Evaluation of Heat Transfer Kinetics on Layers of Air-Rich Soft Materials in Their Natural State

Abstract

Air-rich soft materials are widely used in textile products, such as clothes and towels, because they exhibit good heat-retaining properties. Quantification of the heat-retaining properties of materials is necessary for product design engineering. Here, the behavior of heat transfer in the layer structure of the material is evaluated to formulate its kinetics. Such evaluation can address the barriers to appropriate design. The heat transfer kinetics of the multilayered structure of the materials are evaluated by assessing the surface temperature of the outer layers. The evaluation equation for kinetics is formulated by applying the fundamental relationship of heat transfer, which is represented by thermal conductivity and the heat transfer coefficient. In the experimental evaluation, a simple wind tunnel was developed using a blower, hot plate, and digital radiation temperature sensor. The temperature of the hot plate was set at three levels. In the evaluation of surface temperature, the quantity of infrared ray was measured using the digital radiation temperature sensor, because it could be used without mechanically influencing the specimen. The surface temperature of the materials was measured by changing the number of layers from one to eight. In the evaluation of heat transfer kinetics, some properties of the conductivity and the transfer were identified by the formulated relationship for the kinetics of the layered structure and the numerical technique of inverse analysis. It was found that the heat conductivity of the material and heat conductivities between the layers can be identified by the examination of surface temperature variation caused by the change in the number of layers. Then, the crush effect of air-rich structures can be assessed by compressing the material and then analyzing the behavior change in heat transfer caused by the crush.
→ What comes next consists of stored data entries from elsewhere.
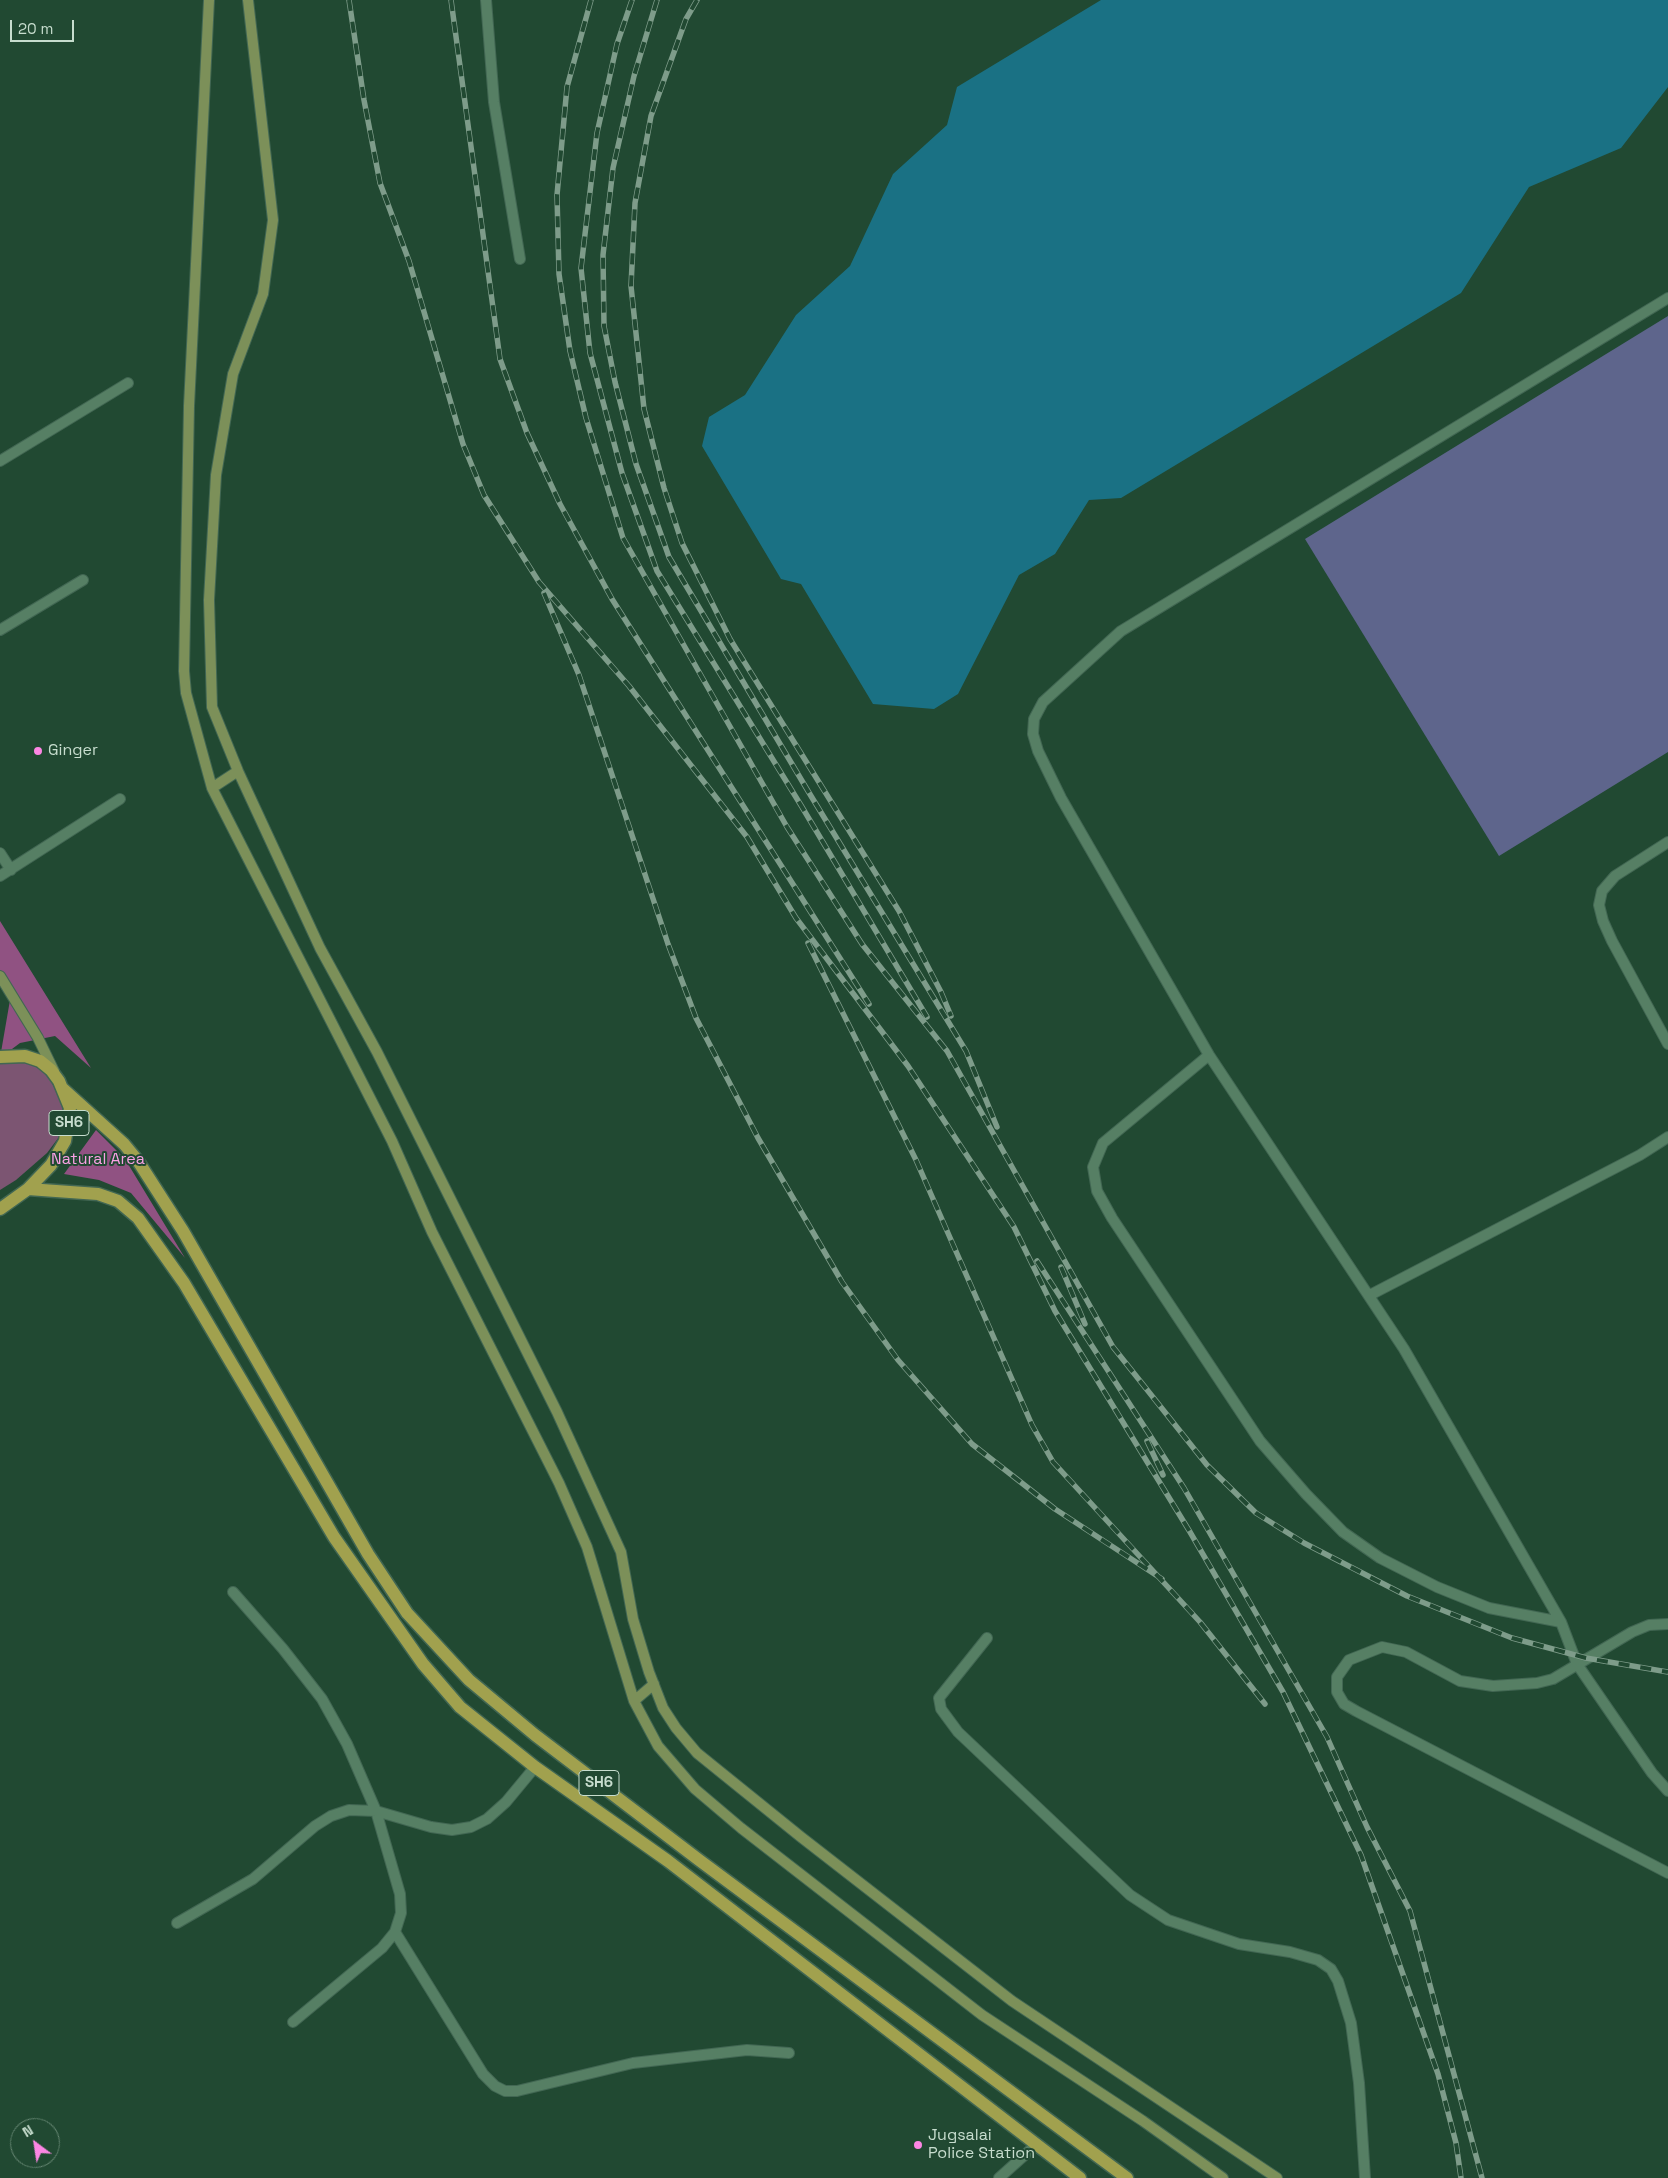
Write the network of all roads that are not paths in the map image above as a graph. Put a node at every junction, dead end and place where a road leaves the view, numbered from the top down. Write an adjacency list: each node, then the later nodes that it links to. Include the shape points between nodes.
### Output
1 (209, 0): 11 (street, via 189,406 184,671 186,694)
2 (248, 0): 10 (street, via 273,220 263,294 233,374 216,474 209,600 212,707)
3 (486, 0): 4 (street, via 494,102)
4 (520, 259)
5 (1668, 298): 19 (street, via 1121,631 1043,702 1034,719 1033,734 1038,751 1061,798)
6 (128, 383): 7 (street)
7 (0, 462)
8 (83, 580): 9 (street)
9 (0, 630)
10 (238, 771): 11 (street); 31 (street, via 320,948 377,1052 557,1412 613,1534 620,1552 633,1619)
11 (212, 788): 32 (street, via 392,1141 432,1232 559,1483 586,1547)
12 (120, 799): 15 (street)
13 (1668, 842): 18 (street, via 1615,876 1602,891 1599,905 1612,941)
14 (0, 853): 15 (street)
15 (11, 870): 16 (street)
16 (0, 876)
17 (0, 976): 21 (street, via 38,1038)
18 (1668, 1044)
19 (1210, 1055): 25 (street); 27 (street, via 1103,1143 1094,1167 1097,1191 1112,1218 1260,1441 1343,1532 1380,1558 1437,1587 1489,1608)
20 (0, 1057): 21 (main road, SH6, via 26,1056 40,1061)
21 (61, 1085): 23 (main road, SH6, via 70,1108 65,1140 51,1165); 44 (main road, SH6, via 138,1161 183,1231 368,1554 407,1613 469,1680 535,1736)
22 (1668, 1137): 25 (street, via 1640,1155)
23 (28, 1189): 24 (main road, SH6); 33 (main road, SH6, via 98,1194 118,1201 138,1218 184,1283 329,1528 386,1614 460,1707)
24 (0, 1209)
25 (1370, 1295): 27 (street)
26 (233, 1592): 35 (street, via 322,1699 347,1744)
27 (1561, 1622): 30 (street)
28 (1668, 1624): 30 (street, via 1649,1625 1632,1632)
29 (987, 1638): 47 (street, via 939,1698 941,1709 958,1732 1130,1895 1168,1920 1239,1944 1318,1960 1331,1969 1338,1981 1350,2023 1360,2082)
30 (1577, 1664): 34 (street, via 1652,1773); 36 (street, via 1553,1679 1493,1686 1460,1681 1406,1652 1382,1647 1349,1660 1337,1677 1338,1692 1344,1704 1356,1711)
31 (654, 1684): 32 (street); 46 (street, via 676,1728 697,1753 801,1837 1012,2001)
32 (634, 1701): 45 (street, via 664,1753 695,1789 741,1828 982,2015)
33 (535, 1767): 35 (street, via 506,1802 486,1820 471,1827 452,1830 431,1827); 41 (main road, SH6, via 668,1861)
34 (1668, 1790)
35 (376, 1810): 37 (street, via 349,1810 332,1816 315,1826 253,1879); 38 (street, via 400,1894 401,1913)
36 (1668, 1873)
37 (177, 1923)
38 (395, 1932): 39 (street, via 382,1948); 40 (street, via 483,2074 505,2091 517,2091 633,2063 747,2050)
39 (293, 2022)
40 (788, 2053)
41 (1037, 2144): 42 (street); 43 (main road, SH6)
42 (999, 2178)
43 (1080, 2178)
44 (1126, 2178)
45 (1223, 2178)
46 (1276, 2178)
47 (1365, 2178)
The difference between the observed results and those obtained without the crush of air-rich structure was significant. Thus, we concluded that the physical properties of heat transfer in a multilayered structure of air-rich soft materials can be identified using the surface temperature change in the material resulting from the number of layers. Therefore, it is important to measure its behavior without the crush of the air-rich structure to evaluate the most natural state of the material appropriately.